*Your task:* Set every entry down again, unchanged, picture-free.

*Records shown:*
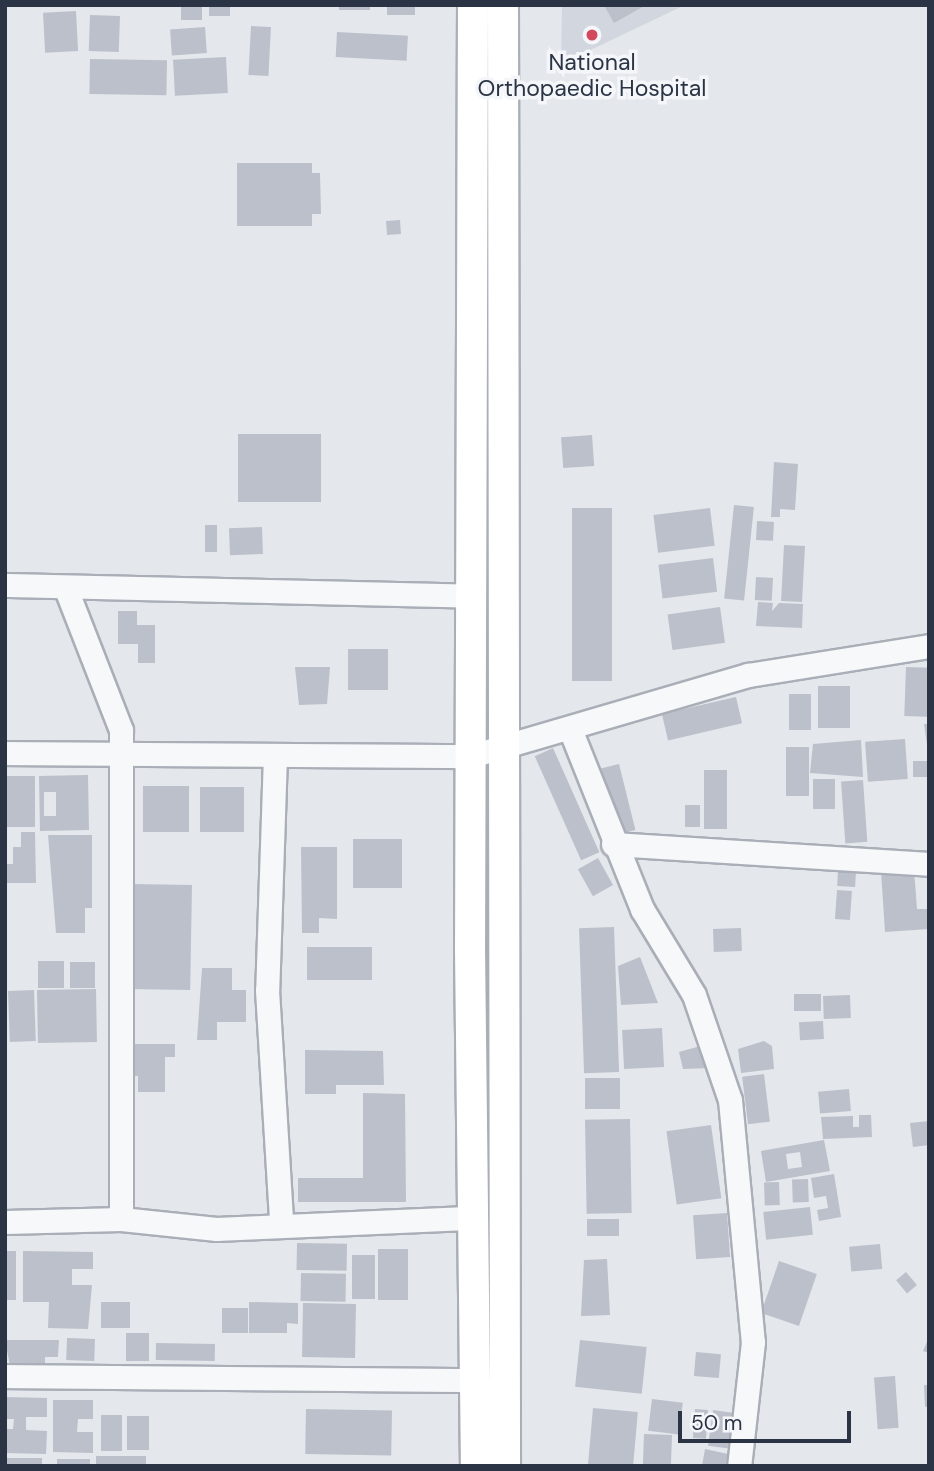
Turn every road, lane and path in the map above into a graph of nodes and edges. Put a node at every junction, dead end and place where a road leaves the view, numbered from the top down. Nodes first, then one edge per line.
1 (473, 5) edge
2 (503, 5) edge
3 (5, 585) edge
4 (66, 589) junction
5 (473, 596) junction
6 (929, 646) edge
7 (570, 729) junction
8 (503, 748) junction
9 (5, 753) edge
10 (123, 754) junction
11 (275, 755) junction
12 (471, 757) junction
13 (613, 844) junction
14 (929, 864) edge
15 (473, 1218) junction
16 (121, 1219) junction
17 (5, 1222) edge
18 (281, 1222) junction
19 (5, 1376) edge
20 (475, 1380) junction
21 (476, 1466) edge
22 (505, 1466) edge
23 (739, 1466) edge

1 - 5 main road
2 - 8 main road
3 - 4 street
4 - 5 street
4 - 10 street
5 - 12 main road
6 - 7 street
7 - 8 street
7 - 13 street
8 - 12 street
8 - 22 main road
9 - 10 street
10 - 11 street
10 - 16 street
11 - 12 street
11 - 18 street
12 - 15 main road
13 - 14 street
13 - 23 street
15 - 18 street
15 - 20 main road
16 - 17 street
16 - 18 street
19 - 20 street
20 - 21 main road

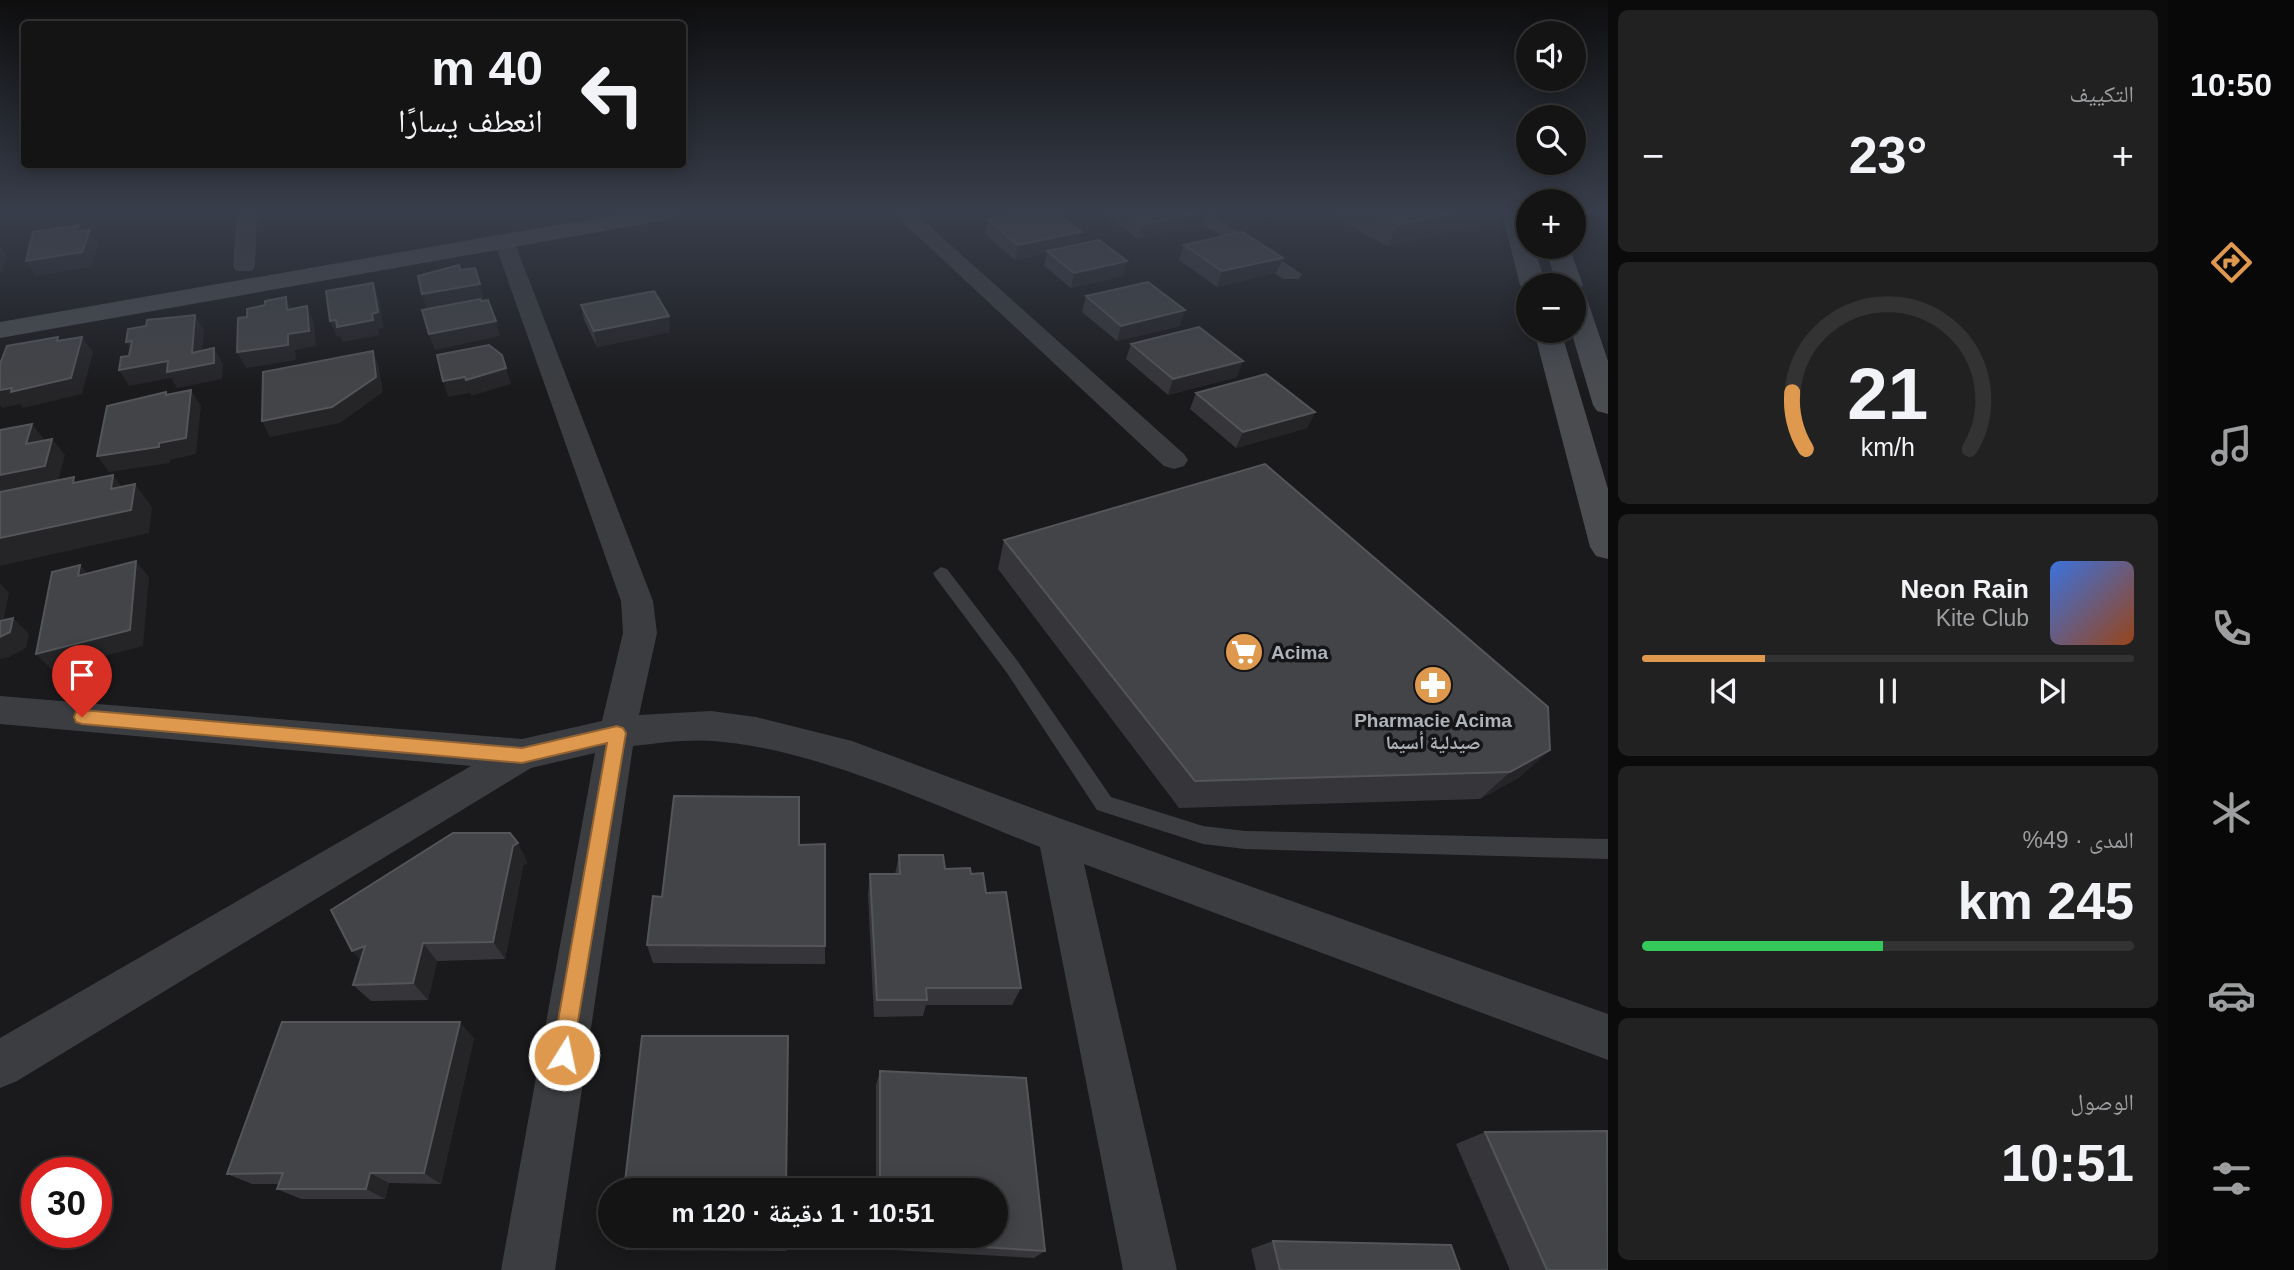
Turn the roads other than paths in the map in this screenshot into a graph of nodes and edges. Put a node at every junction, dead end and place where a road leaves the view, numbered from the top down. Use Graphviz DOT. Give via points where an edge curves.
graph roads {
  1 [pos="208,272"];
  2 [pos="326,272"];
  3 [pos="515,272"];
  4 [pos="968,272"];
  5 [pos="1288,272"];
  6 [pos="1291,274"];
  7 [pos="0,308"];
  8 [pos="0,330"];
  9 [pos="1586,336"];
  10 [pos="1550,343"];
  11 [pos="1608,405"];
  12 [pos="1174,460"];
  13 [pos="1608,547"];
  14 [pos="941,573"];
  15 [pos="0,710"];
  16 [pos="617,733"];
  17 [pos="522,755"];
  18 [pos="1058,836"];
  19 [pos="1608,849"];
  20 [pos="1608,1037"];
  21 [pos="0,1064"];
  22 [pos="528,1270"];
  23 [pos="1150,1270"];
  1 -- 7 [label="main road"];
  2 -- 8 [label="main road"];
  3 -- 16 [label="street" via="638,601 640,633"];
  4 -- 12 [label="street"];
  5 -- 6 [label="street"];
  9 -- 11 [label="main road"];
  10 -- 13 [label="main road"];
  14 -- 19 [label="lane" via="1013,668 1104,804 1203,835 1245,840"];
  15 -- 17 [label="street"];
  16 -- 17 [label="street"];
  16 -- 18 [label="street" via="700,726 756,732 852,757"];
  16 -- 22 [label="street"];
  17 -- 21 [label="street"];
  18 -- 20 [label="street"];
  18 -- 23 [label="street"];
}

*Task answer:*
Turn every road, lane and path in the map above into a graph of nodes and edges. Put a node at every junction, dead end and place where a road leaves the view, numbered from the top down. Nodes first, then one edge per line.
1 (473, 5) edge
2 (503, 5) edge
3 (5, 585) edge
4 (66, 589) junction
5 (473, 596) junction
6 (929, 646) edge
7 (570, 729) junction
8 (503, 748) junction
9 (5, 753) edge
10 (123, 754) junction
11 (275, 755) junction
12 (471, 757) junction
13 (613, 844) junction
14 (929, 864) edge
15 (473, 1218) junction
16 (121, 1219) junction
17 (5, 1222) edge
18 (281, 1222) junction
19 (5, 1376) edge
20 (475, 1380) junction
21 (476, 1466) edge
22 (505, 1466) edge
23 (739, 1466) edge

1 - 5 main road
2 - 8 main road
3 - 4 street
4 - 5 street
4 - 10 street
5 - 12 main road
6 - 7 street
7 - 8 street
7 - 13 street
8 - 12 street
8 - 22 main road
9 - 10 street
10 - 11 street
10 - 16 street
11 - 12 street
11 - 18 street
12 - 15 main road
13 - 14 street
13 - 23 street
15 - 18 street
15 - 20 main road
16 - 17 street
16 - 18 street
19 - 20 street
20 - 21 main road

Turn the roads other than paths in the map in this screenshot into a graph of nodes and edges. Put a node at every junction, dead end and place where a road leaves the view, numbered from the top down. Use Graphviz DOT. Give via points where an edge curves.
graph roads {
  1 [pos="208,272"];
  2 [pos="326,272"];
  3 [pos="515,272"];
  4 [pos="968,272"];
  5 [pos="1288,272"];
  6 [pos="1291,274"];
  7 [pos="0,308"];
  8 [pos="0,330"];
  9 [pos="1586,336"];
  10 [pos="1550,343"];
  11 [pos="1608,405"];
  12 [pos="1174,460"];
  13 [pos="1608,547"];
  14 [pos="941,573"];
  15 [pos="0,710"];
  16 [pos="617,733"];
  17 [pos="522,755"];
  18 [pos="1058,836"];
  19 [pos="1608,849"];
  20 [pos="1608,1037"];
  21 [pos="0,1064"];
  22 [pos="528,1270"];
  23 [pos="1150,1270"];
  1 -- 7 [label="main road"];
  2 -- 8 [label="main road"];
  3 -- 16 [label="street" via="638,601 640,633"];
  4 -- 12 [label="street"];
  5 -- 6 [label="street"];
  9 -- 11 [label="main road"];
  10 -- 13 [label="main road"];
  14 -- 19 [label="lane" via="1013,668 1104,804 1203,835 1245,840"];
  15 -- 17 [label="street"];
  16 -- 17 [label="street"];
  16 -- 18 [label="street" via="700,726 756,732 852,757"];
  16 -- 22 [label="street"];
  17 -- 21 [label="street"];
  18 -- 20 [label="street"];
  18 -- 23 [label="street"];
}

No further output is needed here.